I have had some fun with an Amazon parcel that had gone missing...it turned out to have been delivered to, and signed for by, someone called Julio Garcia on 12 December...but who was he, where was the parcel and why did I know nothing about it? In fact, Amazon were great and instantly credited me for all my costs, then we went to the Lanjaron office of MRW who informed us that the parcel had been left at a local hotel. 'Why had they not bothered to let me know?' Well, the driver must have tried to ring me and then given up. Interesting! Went to the hotel and there was my parcel, propped up in the bar, as it had been for 2 weeks...and graciously handed over by Julio Garcia, who actually lives 10 minutes away and could have dropped it in to me himself. I just love the Spanish 'insouciance' when it comes to this sort of thing. Of course you will get your parcel, of course everyone is honest, of course it is around here somewhere...And now, of course, Amazon has to re-charge me all over again as I finally have the goods. It's Christmas!!!
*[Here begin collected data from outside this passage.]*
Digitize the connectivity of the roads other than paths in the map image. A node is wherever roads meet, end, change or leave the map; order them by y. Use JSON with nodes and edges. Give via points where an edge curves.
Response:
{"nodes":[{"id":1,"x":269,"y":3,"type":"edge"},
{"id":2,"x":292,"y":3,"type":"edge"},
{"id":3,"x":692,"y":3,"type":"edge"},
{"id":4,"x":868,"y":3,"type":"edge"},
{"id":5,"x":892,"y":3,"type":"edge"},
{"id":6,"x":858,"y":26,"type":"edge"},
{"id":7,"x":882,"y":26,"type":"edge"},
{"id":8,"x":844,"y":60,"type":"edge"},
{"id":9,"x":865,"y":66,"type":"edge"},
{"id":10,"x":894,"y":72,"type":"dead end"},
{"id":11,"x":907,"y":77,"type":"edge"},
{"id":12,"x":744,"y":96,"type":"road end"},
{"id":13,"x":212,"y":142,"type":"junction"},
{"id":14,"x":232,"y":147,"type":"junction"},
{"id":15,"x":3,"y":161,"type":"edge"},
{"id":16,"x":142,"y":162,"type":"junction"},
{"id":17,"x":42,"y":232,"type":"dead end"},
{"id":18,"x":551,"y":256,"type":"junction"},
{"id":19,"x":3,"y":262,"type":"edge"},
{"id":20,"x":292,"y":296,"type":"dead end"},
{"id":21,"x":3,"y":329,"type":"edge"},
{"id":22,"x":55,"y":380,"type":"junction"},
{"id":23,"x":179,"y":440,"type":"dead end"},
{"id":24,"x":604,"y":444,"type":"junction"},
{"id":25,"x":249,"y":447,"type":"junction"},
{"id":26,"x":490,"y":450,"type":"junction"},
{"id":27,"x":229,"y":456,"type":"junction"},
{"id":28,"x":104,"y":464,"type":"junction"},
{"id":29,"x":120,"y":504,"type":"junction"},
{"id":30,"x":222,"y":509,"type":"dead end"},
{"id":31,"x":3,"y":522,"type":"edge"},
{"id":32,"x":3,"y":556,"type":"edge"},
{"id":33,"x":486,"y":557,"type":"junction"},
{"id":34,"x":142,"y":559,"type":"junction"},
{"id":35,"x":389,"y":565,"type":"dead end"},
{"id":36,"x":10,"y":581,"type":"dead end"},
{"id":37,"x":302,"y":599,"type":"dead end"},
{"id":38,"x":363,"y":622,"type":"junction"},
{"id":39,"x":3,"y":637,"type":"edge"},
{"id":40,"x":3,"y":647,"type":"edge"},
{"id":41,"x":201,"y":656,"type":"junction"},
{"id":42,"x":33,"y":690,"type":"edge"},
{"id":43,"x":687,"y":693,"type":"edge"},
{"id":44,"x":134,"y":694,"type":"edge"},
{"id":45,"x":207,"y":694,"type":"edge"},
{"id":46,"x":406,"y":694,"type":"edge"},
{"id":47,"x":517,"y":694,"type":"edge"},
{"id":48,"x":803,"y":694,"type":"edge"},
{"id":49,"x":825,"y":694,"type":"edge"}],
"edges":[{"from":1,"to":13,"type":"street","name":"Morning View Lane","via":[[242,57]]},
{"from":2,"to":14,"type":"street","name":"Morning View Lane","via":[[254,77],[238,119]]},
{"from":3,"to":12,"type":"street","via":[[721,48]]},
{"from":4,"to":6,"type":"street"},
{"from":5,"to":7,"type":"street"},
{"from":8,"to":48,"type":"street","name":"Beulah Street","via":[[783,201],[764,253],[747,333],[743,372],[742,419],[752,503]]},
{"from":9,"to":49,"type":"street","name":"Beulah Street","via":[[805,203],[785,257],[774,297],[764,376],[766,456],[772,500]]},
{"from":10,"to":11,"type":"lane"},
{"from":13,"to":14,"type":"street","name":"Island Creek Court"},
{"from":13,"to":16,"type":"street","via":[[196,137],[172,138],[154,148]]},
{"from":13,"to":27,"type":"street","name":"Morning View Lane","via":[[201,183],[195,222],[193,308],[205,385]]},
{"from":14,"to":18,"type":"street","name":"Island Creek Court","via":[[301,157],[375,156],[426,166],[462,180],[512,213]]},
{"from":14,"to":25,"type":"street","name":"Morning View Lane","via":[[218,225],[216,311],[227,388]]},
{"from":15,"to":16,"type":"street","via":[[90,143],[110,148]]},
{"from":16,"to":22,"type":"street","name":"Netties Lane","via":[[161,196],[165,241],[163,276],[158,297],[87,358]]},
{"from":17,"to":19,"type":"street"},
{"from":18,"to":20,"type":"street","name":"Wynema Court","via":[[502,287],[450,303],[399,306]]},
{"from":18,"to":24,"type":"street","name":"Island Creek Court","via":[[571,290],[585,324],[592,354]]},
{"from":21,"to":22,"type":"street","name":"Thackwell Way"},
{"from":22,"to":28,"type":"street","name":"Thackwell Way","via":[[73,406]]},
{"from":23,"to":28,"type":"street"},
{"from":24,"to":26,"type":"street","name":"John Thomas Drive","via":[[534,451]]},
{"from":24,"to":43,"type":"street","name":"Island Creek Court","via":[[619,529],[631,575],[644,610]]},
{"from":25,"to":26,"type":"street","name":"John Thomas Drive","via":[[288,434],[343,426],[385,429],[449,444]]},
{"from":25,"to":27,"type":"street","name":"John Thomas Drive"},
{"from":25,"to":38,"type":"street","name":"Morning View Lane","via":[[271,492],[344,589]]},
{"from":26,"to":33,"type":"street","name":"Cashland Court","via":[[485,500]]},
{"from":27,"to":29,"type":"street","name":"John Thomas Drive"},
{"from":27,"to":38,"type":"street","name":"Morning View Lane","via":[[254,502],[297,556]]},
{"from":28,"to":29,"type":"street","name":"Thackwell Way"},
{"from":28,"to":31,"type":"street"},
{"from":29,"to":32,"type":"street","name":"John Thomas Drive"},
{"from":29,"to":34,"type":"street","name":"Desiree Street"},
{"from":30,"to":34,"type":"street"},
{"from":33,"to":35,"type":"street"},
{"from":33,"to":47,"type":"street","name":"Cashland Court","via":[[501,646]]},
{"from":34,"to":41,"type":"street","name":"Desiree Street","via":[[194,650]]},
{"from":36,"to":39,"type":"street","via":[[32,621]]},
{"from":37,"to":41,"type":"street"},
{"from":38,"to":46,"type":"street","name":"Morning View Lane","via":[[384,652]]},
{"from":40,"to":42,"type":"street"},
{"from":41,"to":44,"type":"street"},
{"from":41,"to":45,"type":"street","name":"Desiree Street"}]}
Right, time to go and pack my rucksack...2 nights, jolly cool after sundown, no more than 5kg weight if possible, mustn't forget the TBags...Happy New Year everyone and make sure your Resolution includes LAUGHING a lot. Very beneficial!
20 December 2012
Posted at 21:28 Comments (1)
We put the thermometer out early afternoon yesterday and got +38C in the sun, +22C in the shade, and then at 18.30 hrs about +12C. Not bad for 19 December! That's at over 1100m above sea level too. Today was a bit cooler but that didn't stop me from going riding with a friend, Steve chain-sawing the dead chestnut, an eagle from flying low overhead and several of us having a pre-Chistmas drink in the bar later on. Two of our cycling neighbours, both strong youngish men, returned from a spin around the Trevelez area clad in the blue and gold of their cycling club, and we all agreed that the world WILL NOT END tomorrow! Not least because we all have some festive eating to do next week and we'd rather wait until the sun burns up the earth in 6 billion years' time.
Enjoy your festive celebrations everyone! I may well post again before 25th but if not, HAPPY CHRISTMAS!!